With all the group’s grants, though, Alberding said, “We’re not promoting a particular solution. We’re promoting really smart people to think about problems and come up with ideas on how to solve them.”

For instance, she pointed out that the foundation also has funded the Ohio State University’s Second Amendment Research Center. Its website says it strives to address gun violence, while also recognizing “equally the widespread private ownership of firearms in the United States, the many legitimate uses of firearms in American society, and the high levels of firearm violence in our country.”

But the center’s director, Saul Cornell, joined Bogus’ Supreme Court brief supporting D.C.’s gun ban.

The center got $525,000 from Joyce during Obama’s time on the board.

Alberding pointed out that gun violence is not among the biggest of the six broad areas in which the foundation issues grants to shape public policy. Its three primary interests are protecting the environment and increasing poor people's access to education and jobs.

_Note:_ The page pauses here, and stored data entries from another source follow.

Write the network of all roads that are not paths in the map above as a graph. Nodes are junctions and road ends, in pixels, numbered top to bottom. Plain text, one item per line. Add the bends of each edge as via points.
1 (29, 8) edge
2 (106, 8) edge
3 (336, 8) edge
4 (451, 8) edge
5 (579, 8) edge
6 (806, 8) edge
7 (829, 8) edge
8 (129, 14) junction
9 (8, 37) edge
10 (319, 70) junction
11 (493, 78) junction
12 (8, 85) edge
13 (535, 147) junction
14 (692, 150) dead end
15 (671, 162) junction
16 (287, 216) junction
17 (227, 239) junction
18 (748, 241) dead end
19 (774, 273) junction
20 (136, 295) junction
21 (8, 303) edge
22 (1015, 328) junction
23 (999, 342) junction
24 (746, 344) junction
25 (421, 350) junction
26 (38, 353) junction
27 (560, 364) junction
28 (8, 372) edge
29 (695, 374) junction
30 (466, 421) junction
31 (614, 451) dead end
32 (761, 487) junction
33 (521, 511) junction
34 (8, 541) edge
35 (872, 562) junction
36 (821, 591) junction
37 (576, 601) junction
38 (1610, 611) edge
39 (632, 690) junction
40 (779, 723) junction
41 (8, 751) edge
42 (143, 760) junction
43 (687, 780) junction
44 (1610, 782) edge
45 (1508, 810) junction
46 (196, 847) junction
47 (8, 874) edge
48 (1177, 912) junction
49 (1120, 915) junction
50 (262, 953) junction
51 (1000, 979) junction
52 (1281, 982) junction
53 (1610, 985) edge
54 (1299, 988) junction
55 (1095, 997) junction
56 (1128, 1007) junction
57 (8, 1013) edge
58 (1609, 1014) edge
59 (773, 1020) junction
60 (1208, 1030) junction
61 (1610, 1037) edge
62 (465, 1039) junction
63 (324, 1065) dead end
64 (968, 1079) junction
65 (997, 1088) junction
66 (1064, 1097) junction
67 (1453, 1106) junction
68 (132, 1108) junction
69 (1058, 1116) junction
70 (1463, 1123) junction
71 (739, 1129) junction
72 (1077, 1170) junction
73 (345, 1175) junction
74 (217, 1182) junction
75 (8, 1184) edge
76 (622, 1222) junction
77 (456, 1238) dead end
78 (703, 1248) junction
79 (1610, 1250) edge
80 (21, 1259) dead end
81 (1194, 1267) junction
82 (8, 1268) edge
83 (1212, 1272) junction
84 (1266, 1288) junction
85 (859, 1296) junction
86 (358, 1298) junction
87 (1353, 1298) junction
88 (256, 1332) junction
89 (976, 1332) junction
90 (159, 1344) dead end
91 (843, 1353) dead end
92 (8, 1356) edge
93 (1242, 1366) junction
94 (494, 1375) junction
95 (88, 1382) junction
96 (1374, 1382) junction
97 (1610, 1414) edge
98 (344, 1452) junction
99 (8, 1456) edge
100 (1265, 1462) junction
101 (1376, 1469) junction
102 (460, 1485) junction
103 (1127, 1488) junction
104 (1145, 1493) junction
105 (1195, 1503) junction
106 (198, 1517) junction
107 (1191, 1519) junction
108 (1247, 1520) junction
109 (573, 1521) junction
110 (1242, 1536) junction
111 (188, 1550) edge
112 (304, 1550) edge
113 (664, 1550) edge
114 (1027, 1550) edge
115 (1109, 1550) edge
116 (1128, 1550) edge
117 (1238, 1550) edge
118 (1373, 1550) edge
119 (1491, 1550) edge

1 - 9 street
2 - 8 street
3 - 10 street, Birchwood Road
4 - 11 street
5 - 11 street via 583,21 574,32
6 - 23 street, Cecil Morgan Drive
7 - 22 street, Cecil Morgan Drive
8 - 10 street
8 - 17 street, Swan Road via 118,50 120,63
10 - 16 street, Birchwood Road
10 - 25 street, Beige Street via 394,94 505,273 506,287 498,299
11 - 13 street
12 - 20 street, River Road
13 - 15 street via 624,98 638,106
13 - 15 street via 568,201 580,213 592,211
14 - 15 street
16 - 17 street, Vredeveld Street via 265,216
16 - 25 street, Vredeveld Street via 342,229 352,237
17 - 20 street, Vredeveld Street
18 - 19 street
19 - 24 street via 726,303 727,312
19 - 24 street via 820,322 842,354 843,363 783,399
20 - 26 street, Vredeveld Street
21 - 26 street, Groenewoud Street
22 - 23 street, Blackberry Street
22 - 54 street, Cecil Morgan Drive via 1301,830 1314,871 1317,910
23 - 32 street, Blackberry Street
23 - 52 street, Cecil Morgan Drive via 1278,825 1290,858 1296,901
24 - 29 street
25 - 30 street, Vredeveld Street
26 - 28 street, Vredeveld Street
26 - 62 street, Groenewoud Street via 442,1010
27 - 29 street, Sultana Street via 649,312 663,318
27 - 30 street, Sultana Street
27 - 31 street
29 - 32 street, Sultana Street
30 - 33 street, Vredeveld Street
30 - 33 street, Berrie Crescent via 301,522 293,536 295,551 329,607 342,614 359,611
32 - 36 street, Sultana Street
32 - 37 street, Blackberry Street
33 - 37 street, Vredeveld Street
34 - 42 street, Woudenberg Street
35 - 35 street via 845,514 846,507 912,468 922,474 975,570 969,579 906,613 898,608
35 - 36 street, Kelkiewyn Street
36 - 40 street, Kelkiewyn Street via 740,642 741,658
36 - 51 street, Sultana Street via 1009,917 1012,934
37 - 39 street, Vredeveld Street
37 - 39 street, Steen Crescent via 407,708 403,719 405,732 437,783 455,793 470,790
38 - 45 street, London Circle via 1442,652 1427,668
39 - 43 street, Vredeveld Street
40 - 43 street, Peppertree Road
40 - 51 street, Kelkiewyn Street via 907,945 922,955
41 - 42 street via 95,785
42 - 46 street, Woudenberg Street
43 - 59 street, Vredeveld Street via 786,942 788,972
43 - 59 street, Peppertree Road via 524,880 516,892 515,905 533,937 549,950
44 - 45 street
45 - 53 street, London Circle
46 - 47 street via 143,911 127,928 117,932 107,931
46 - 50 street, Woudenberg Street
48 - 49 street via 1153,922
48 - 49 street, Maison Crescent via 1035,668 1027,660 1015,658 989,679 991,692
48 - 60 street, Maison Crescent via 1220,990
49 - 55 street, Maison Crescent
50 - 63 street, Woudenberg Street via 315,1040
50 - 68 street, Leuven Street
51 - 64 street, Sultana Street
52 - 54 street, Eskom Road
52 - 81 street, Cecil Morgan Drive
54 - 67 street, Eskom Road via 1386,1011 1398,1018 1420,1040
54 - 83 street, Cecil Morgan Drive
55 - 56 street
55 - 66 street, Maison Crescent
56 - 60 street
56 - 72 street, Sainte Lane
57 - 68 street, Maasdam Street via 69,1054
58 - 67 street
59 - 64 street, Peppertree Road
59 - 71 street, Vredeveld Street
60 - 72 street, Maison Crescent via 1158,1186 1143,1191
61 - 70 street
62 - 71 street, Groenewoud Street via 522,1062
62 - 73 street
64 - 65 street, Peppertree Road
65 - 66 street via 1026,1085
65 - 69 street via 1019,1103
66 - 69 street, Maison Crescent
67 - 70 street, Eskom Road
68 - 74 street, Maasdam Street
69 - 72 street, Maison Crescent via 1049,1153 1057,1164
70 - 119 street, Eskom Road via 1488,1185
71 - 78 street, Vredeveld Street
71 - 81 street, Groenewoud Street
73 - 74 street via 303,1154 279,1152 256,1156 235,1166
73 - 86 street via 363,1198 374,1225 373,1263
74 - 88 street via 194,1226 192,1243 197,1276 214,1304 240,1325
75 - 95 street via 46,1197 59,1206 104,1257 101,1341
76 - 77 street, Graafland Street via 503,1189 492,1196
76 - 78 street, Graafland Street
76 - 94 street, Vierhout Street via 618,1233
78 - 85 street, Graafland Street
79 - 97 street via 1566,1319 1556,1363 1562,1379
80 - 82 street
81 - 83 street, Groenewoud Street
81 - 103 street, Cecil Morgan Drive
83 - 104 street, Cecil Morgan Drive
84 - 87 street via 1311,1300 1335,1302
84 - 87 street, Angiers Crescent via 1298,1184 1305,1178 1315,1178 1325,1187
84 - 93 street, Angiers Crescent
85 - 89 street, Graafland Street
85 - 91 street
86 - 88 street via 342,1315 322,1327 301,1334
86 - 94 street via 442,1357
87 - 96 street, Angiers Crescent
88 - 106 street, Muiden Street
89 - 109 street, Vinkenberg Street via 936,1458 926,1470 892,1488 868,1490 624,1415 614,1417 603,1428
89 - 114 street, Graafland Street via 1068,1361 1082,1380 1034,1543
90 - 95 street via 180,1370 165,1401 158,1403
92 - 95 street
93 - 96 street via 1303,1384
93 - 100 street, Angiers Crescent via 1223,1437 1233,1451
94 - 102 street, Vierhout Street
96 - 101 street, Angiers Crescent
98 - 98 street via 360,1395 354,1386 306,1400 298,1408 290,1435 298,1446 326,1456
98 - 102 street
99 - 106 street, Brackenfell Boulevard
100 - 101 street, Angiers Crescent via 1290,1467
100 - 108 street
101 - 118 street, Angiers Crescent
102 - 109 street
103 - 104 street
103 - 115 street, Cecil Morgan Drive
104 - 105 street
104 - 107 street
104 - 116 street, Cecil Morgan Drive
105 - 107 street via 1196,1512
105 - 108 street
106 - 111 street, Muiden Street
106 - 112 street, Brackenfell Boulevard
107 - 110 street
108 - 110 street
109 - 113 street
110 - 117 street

The other areas in which the foundation issues grants include reducing the influence of money in politics and boosting high culture in Chicago.

Of the $219 million in grants approved from 1997 through 2002 — the years of Obama’s tenure for which the foundation has posted its annual reports online — the environment received $57 million, followed by education ($56 million), employment ($41 million), gun violence ($21 million), money and politics ($17 million) and culture ($6.5 million).